Thus, Alice can compute the shared key a ⁻¹ b ⁻¹ ab as a ⁻¹ v(a ₁ ^b,…,a _k ^b), using her secret a,v(x ₁,…,x _k ) and the public elements a ₁ ^b,…,a _k ^b. Similarly, Bob computes a ⁻¹ b ⁻¹ ab as w(b ₁ ^a,…,b _k ^a)⁻¹ b.

Fig. 1.

The commutator KEP.

For the platform group G, it is proposed in [2] to use the braid group B _N , a group parameterized by a natural number N. Elements of B _N are called braids, for they may be identified with braids on N strands. Braid group multiplication is motivated geometrically, but the details will play no role in the present paper. The interested reader will find detailed information on B _N in almost each of the papers in the bibliography and, in particular, in the survey [6], but prior knowledge is not necessary: we quote here the information needed for the present paper.

Let S _N be the symmetric group of permutations on N symbols. For our purposes, the braid group B _N is a group of elements of the form

$$(i,\mathbf{p}), $$

where i is an integer, and p is a finite (possibly, empty) sequence of elements of S _N , that is, p=(p ₁,…,p _ℓ ) for some ℓ≥0 and p ₁,…,p _ℓ ∈S _N . The sequence p=(p ₁,…,p _ℓ ) is requested to be left weighted (a property whose definition will not be used here), and p ₁ must not be the involution p(k)=N−k+1.⁵

For “generic” braids (i,(p ₁,…,p _ℓ ))∈B _N , i is negative and |i| is O(ℓ), but this is not always the case. Note that the bit-length of an element (i,(p ₁,…,p _ℓ ))∈B _N is O(log|i|+ℓNlogN).

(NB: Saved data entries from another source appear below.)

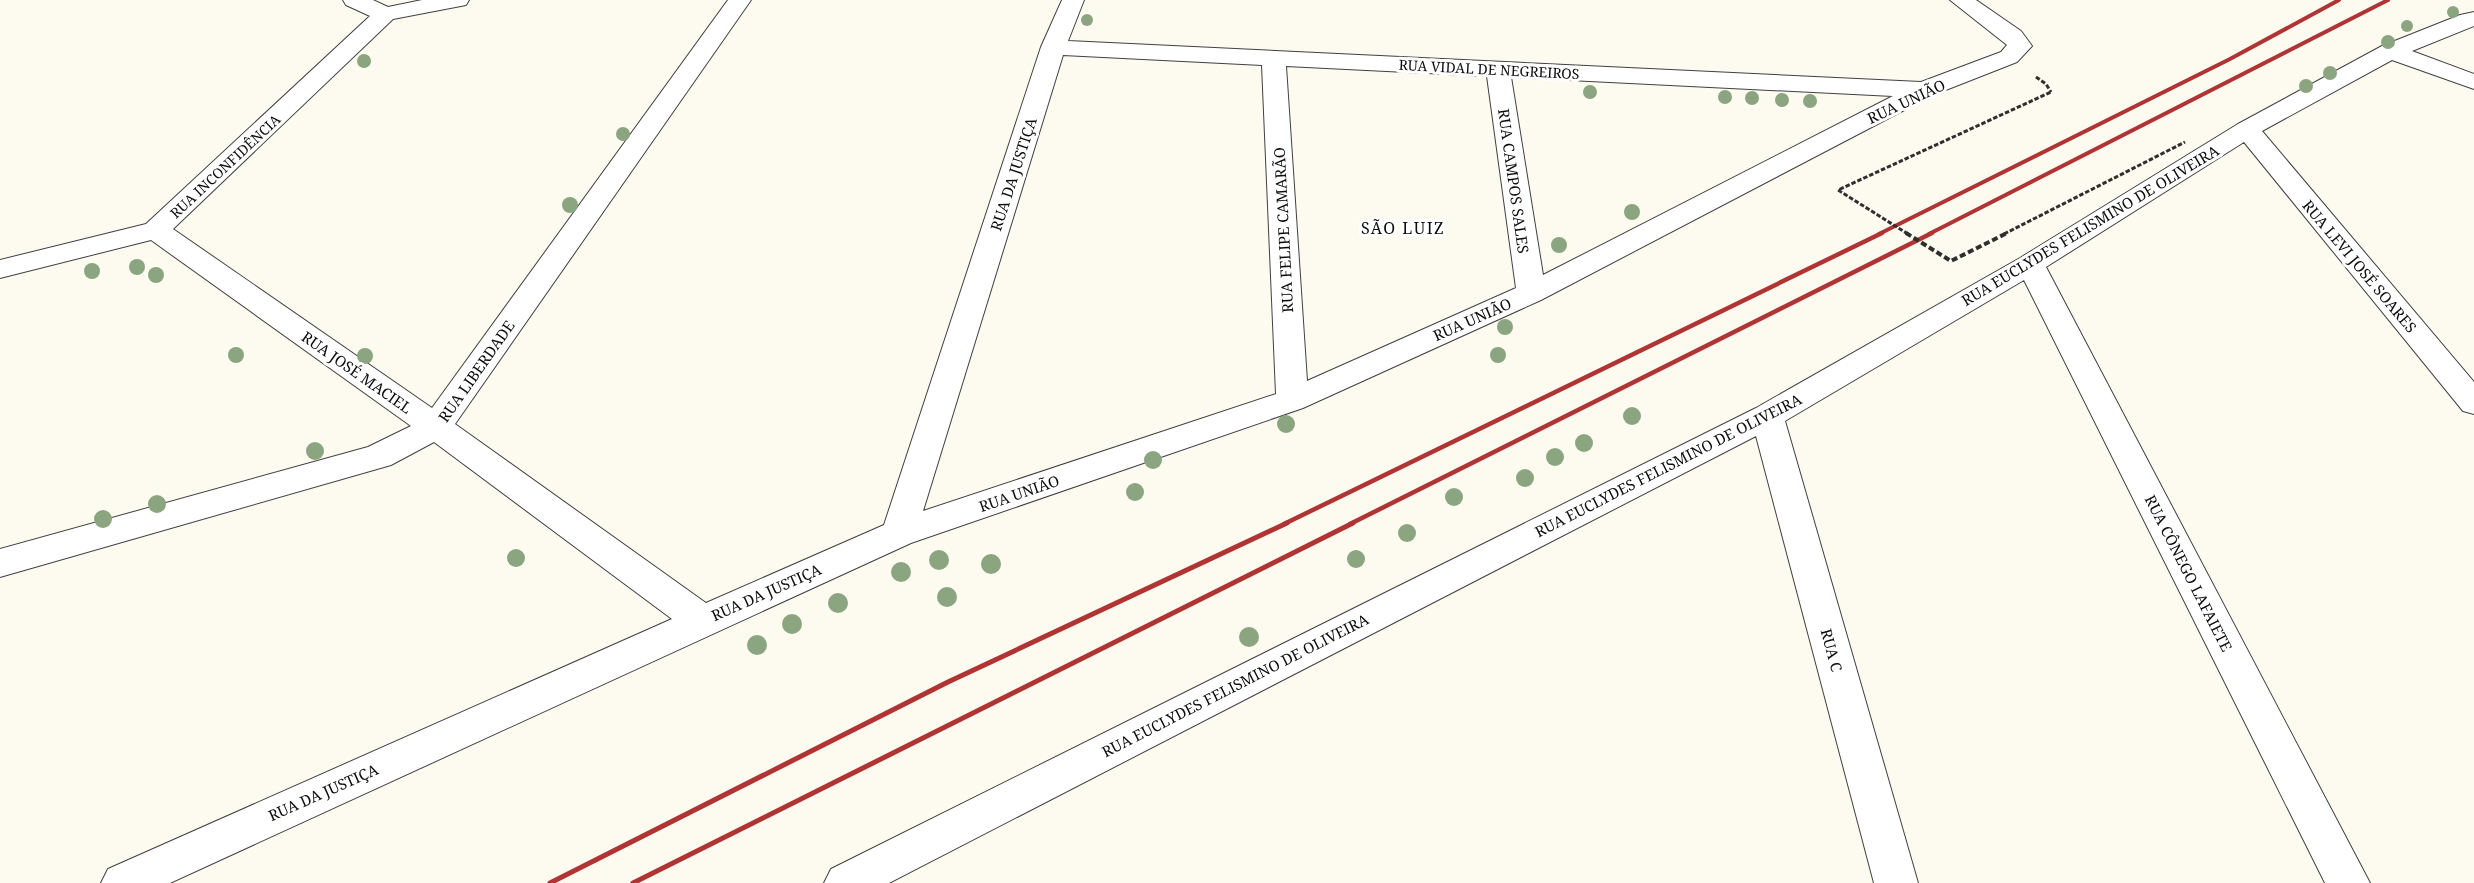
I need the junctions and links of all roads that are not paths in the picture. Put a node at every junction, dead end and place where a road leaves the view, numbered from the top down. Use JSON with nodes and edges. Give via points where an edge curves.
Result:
{"nodes":[{"id":1,"x":354,"y":0,"type":"edge"},
{"id":2,"x":458,"y":0,"type":"edge"},
{"id":3,"x":740,"y":0,"type":"edge"},
{"id":4,"x":1073,"y":0,"type":"edge"},
{"id":5,"x":1961,"y":0,"type":"edge"},
{"id":6,"x":385,"y":14,"type":"junction"},
{"id":7,"x":2474,"y":19,"type":"edge"},
{"id":8,"x":1053,"y":47,"type":"junction"},
{"id":9,"x":2390,"y":51,"type":"junction"},
{"id":10,"x":1274,"y":59,"type":"junction"},
{"id":11,"x":1498,"y":69,"type":"junction"},
{"id":12,"x":2474,"y":82,"type":"edge"},
{"id":13,"x":1924,"y":90,"type":"junction"},
{"id":14,"x":2247,"y":129,"type":"junction"},
{"id":15,"x":156,"y":230,"type":"junction"},
{"id":16,"x":2030,"y":264,"type":"junction"},
{"id":17,"x":0,"y":269,"type":"edge"},
{"id":18,"x":1531,"y":293,"type":"junction"},
{"id":19,"x":1292,"y":400,"type":"junction"},
{"id":20,"x":2474,"y":403,"type":"edge"},
{"id":21,"x":1767,"y":416,"type":"junction"},
{"id":22,"x":436,"y":428,"type":"junction"},
{"id":23,"x":899,"y":533,"type":"junction"},
{"id":24,"x":0,"y":563,"type":"edge"},
{"id":25,"x":703,"y":621,"type":"junction"},
{"id":26,"x":882,"y":873,"type":"edge"},
{"id":27,"x":123,"y":883,"type":"edge"},
{"id":28,"x":846,"y":883,"type":"edge"},
{"id":29,"x":1896,"y":883,"type":"edge"},
{"id":30,"x":2348,"y":883,"type":"edge"}],
"edges":[{"from":1,"to":6,"type":"street"},
{"from":2,"to":6,"type":"street"},
{"from":3,"to":22,"type":"street","name":"RUA LIBERDADE"},
{"from":4,"to":8,"type":"street","name":"RUA DA JUSTIÇA"},
{"from":5,"to":13,"type":"street","name":"RUA UNIÃO","via":[[2013,36],[2020,46],[2009,57]]},
{"from":6,"to":15,"type":"street","name":"RUA INCONFIDÊNCIA"},
{"from":7,"to":9,"type":"street","name":"RUA EUCLYDES FELISMINO DE OLIVEIRA"},
{"from":8,"to":10,"type":"street","name":"RUA VIDAL DE NEGREIROS"},
{"from":8,"to":23,"type":"street","name":"RUA DA JUSTIÇA"},
{"from":9,"to":12,"type":"street"},
{"from":9,"to":14,"type":"street","name":"RUA EUCLYDES FELISMINO DE OLIVEIRA"},
{"from":10,"to":11,"type":"street","name":"RUA VIDAL DE NEGREIROS"},
{"from":10,"to":19,"type":"street","name":"RUA FELIPE CAMARÃO"},
{"from":11,"to":13,"type":"street","name":"RUA VIDAL DE NEGREIROS"},
{"from":11,"to":18,"type":"street","name":"RUA CAMPOS SALES"},
{"from":13,"to":18,"type":"street","name":"RUA UNIÃO"},
{"from":14,"to":16,"type":"street","name":"RUA EUCLYDES FELISMINO DE OLIVEIRA"},
{"from":14,"to":20,"type":"street","name":"RUA LEVI JOSÉ SOARES"},
{"from":15,"to":17,"type":"street","name":"RUA INCONFIDÊNCIA"},
{"from":15,"to":22,"type":"street","name":"RUA JOSÉ MACIEL"},
{"from":16,"to":21,"type":"street","name":"RUA EUCLYDES FELISMINO DE OLIVEIRA"},
{"from":16,"to":30,"type":"street","name":"RUA CÔNEGO LAFAIETE"},
{"from":18,"to":19,"type":"street","name":"RUA UNIÃO"},
{"from":19,"to":23,"type":"street","name":"RUA UNIÃO"},
{"from":21,"to":26,"type":"street","name":"RUA EUCLYDES FELISMINO DE OLIVEIRA"},
{"from":21,"to":29,"type":"street","name":"RUA C"},
{"from":22,"to":24,"type":"street","name":"RUA LIBERDADE","via":[[379,456]]},
{"from":22,"to":25,"type":"street","name":"RUA JOSÉ MACIEL"},
{"from":23,"to":25,"type":"street","name":"RUA DA JUSTIÇA"},
{"from":25,"to":27,"type":"street","name":"RUA DA JUSTIÇA"},
{"from":26,"to":28,"type":"street","name":"RUA EUCLYDES FELISMINO DE OLIVEIRA"}]}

Multiplication is defined on B _N by an algorithm of complexity O(ℓ ² NlogN+log|i|). Inversion is of linear complexity. Explicit implementations are provided, for example, in [7].

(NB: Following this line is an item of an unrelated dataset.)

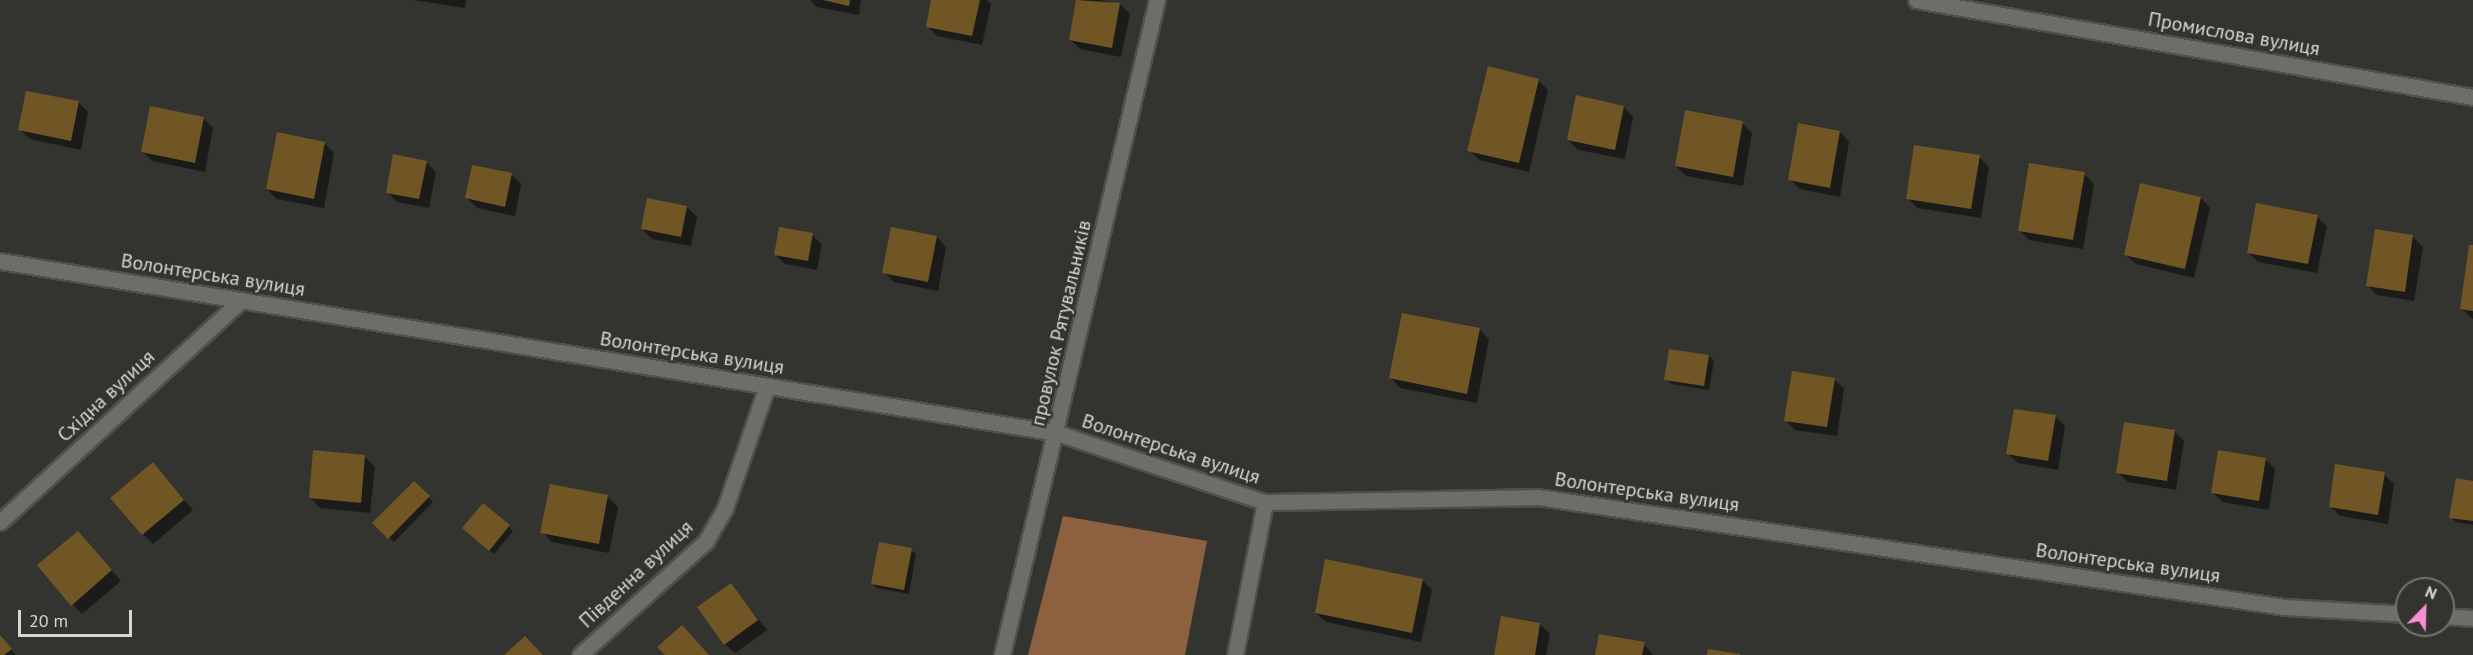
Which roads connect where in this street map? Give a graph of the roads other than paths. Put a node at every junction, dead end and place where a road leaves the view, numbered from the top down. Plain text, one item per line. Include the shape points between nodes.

For a passive adversary to extract the shared key of the Commutator KEP out of the public information, it suffices to solve the following problem, also referred to as the Anshel–Anshel–Goldfeld Problem [28, §15.1.2].

Problem 2

(Commutator KEP Problem)

Let a ₁,…,a _k ,b ₁,…,b _k ∈B _N , each of the form (i,p) with p of length ≤ℓ. Let a be a product of at most m elements of {a ₁,…,a _k }^±1, and let b be a product of at most m elements of {b ₁,…,b _k }^±1.

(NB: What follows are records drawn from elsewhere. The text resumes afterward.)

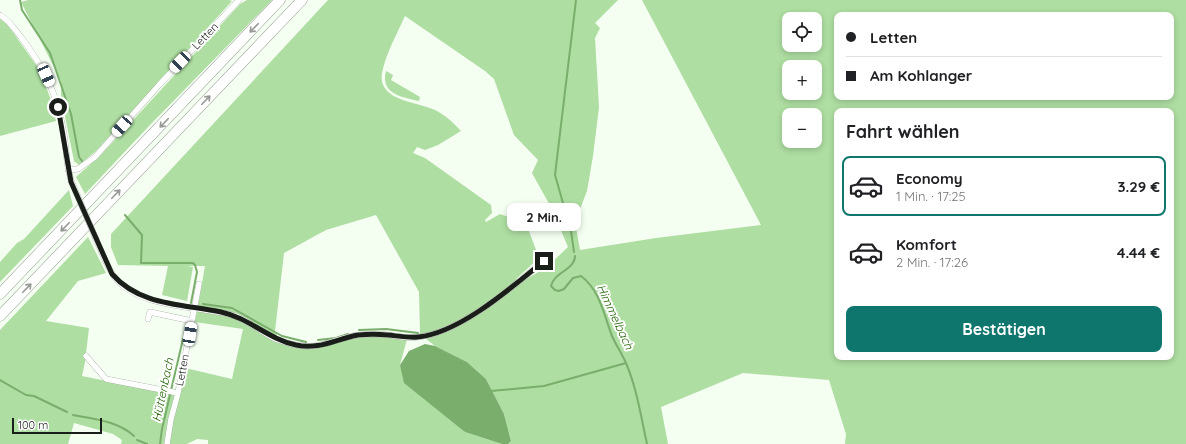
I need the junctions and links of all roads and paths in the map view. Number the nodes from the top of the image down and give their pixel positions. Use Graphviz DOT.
graph roads {
  1 [pos="238,0"];
  2 [pos="280,0"];
  3 [pos="302,0"];
  4 [pos="0,15"];
  5 [pos="68,170"];
  6 [pos="544,261"];
  7 [pos="199,284"];
  8 [pos="0,294"];
  9 [pos="194,308"];
  10 [pos="0,316"];
  11 [pos="148,319"];
  12 [pos="192,321"];
  13 [pos="86,356"];
  14 [pos="178,393"];
  15 [pos="168,444"];
  1 -- 5 [label="street, Letten"];
  2 -- 8 [label="highway, one-way"];
  10 -- 3 [label="highway, one-way"];
  4 -- 5 [label="street"];
  5 -- 9 [label="street, bridge"];
  6 -- 9 [label="street"];
  7 -- 9 [label="street, Letten"];
  9 -- 12 [label="street, Letten"];
  11 -- 12 [label="street"];
  12 -- 14 [label="street, Letten"];
  13 -- 14 [label="street"];
  14 -- 15 [label="street, Letten"];
}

Given \(a_{1},\dots,a_{k},b_{1},\dots,b_{k},a_{1}^{b},\dots,a_{k}^{b},b_{1}^{a},\dots ,b_{k}^{a}\), compute a ⁻¹ b ⁻¹ ab.

Our solution of Problem 2 consists of several ingredients.

3 Reducing the Infimum

The infimum of a braid b=(i,p) is the integer inf(b):=i. As the bit-length of b is O(log|i|+ℓNlogN), an algorithm polynomial in |i| would be at least exponential in the bit-length. We first remove this obstacle.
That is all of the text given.